+++ Data section +++
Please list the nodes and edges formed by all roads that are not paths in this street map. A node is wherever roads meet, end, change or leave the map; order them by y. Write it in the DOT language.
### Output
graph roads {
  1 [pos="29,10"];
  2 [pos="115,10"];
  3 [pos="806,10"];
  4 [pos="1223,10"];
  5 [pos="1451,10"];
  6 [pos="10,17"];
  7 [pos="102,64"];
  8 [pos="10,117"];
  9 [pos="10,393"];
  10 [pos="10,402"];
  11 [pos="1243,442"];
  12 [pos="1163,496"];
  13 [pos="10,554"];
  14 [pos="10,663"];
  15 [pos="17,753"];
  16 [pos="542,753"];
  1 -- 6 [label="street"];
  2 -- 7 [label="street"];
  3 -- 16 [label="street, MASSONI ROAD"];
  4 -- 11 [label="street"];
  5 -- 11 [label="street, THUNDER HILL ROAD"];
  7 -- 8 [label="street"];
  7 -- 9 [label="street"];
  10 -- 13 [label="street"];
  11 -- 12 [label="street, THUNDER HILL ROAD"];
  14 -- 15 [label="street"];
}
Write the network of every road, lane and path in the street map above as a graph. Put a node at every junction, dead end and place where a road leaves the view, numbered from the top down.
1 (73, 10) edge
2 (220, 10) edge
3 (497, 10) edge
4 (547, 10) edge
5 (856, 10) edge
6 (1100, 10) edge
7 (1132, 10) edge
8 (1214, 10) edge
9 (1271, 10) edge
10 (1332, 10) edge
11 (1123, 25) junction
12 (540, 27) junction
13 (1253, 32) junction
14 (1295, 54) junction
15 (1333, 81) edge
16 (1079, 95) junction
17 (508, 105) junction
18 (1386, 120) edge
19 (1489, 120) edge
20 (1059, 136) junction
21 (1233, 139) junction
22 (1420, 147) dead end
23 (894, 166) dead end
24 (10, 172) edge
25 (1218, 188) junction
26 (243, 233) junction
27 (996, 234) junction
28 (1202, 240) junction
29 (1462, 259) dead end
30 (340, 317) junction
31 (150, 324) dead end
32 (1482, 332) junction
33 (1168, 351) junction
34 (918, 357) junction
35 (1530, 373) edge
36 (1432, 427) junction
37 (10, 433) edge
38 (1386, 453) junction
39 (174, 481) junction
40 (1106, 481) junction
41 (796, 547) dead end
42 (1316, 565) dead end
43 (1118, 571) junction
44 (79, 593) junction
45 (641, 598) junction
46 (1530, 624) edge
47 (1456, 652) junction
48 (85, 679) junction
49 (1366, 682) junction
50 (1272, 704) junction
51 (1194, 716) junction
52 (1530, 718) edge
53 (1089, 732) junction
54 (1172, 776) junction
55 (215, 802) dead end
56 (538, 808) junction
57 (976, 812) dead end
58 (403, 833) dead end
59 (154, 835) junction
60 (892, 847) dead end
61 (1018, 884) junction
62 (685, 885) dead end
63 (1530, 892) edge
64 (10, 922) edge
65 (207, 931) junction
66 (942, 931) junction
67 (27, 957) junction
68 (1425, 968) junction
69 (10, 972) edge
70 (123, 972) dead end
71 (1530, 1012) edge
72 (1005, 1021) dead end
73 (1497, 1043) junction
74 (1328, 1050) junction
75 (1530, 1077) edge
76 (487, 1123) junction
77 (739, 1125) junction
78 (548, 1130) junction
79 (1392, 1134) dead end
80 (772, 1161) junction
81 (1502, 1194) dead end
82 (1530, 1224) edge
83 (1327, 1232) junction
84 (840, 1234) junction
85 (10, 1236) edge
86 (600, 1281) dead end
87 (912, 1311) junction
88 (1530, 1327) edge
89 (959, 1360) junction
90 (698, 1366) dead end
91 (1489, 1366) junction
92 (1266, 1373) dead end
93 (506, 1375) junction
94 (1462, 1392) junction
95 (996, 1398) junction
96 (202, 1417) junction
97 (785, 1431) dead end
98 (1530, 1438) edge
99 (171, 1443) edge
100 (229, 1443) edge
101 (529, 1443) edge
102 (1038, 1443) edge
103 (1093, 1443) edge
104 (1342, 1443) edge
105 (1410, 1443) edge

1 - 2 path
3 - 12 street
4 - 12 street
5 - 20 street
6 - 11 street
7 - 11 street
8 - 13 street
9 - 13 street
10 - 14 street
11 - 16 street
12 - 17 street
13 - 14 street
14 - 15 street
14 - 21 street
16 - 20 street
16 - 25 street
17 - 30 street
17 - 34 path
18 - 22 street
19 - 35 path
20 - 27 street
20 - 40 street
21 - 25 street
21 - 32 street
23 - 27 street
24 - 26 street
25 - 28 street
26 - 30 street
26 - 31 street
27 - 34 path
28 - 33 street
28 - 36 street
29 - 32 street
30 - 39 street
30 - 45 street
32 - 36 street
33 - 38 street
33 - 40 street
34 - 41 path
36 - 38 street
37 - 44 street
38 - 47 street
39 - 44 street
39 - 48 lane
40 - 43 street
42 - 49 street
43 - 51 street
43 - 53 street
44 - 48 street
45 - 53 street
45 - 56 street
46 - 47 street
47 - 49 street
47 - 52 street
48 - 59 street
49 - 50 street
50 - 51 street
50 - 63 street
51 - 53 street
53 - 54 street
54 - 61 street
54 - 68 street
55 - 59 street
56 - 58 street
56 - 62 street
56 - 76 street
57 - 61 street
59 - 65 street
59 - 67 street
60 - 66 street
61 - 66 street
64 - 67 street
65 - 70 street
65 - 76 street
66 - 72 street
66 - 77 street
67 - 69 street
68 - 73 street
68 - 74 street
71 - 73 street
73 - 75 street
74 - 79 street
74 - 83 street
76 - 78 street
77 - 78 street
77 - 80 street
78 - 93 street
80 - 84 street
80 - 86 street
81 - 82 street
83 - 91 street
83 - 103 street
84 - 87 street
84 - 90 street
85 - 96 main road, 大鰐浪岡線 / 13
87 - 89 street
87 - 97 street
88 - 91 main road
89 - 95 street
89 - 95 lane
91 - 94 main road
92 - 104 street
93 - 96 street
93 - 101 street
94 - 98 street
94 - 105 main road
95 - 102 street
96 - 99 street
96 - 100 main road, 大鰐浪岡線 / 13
+++
What is needed: Only lines holding the word "roads" are wanted, so copy each of them from the records above.

Response area:
Please list the nodes and edges formed by all roads that are not paths in this street map. A node is wherever roads meet, end, change or leave the map; order them by y. Write it in the DOT language.
graph roads {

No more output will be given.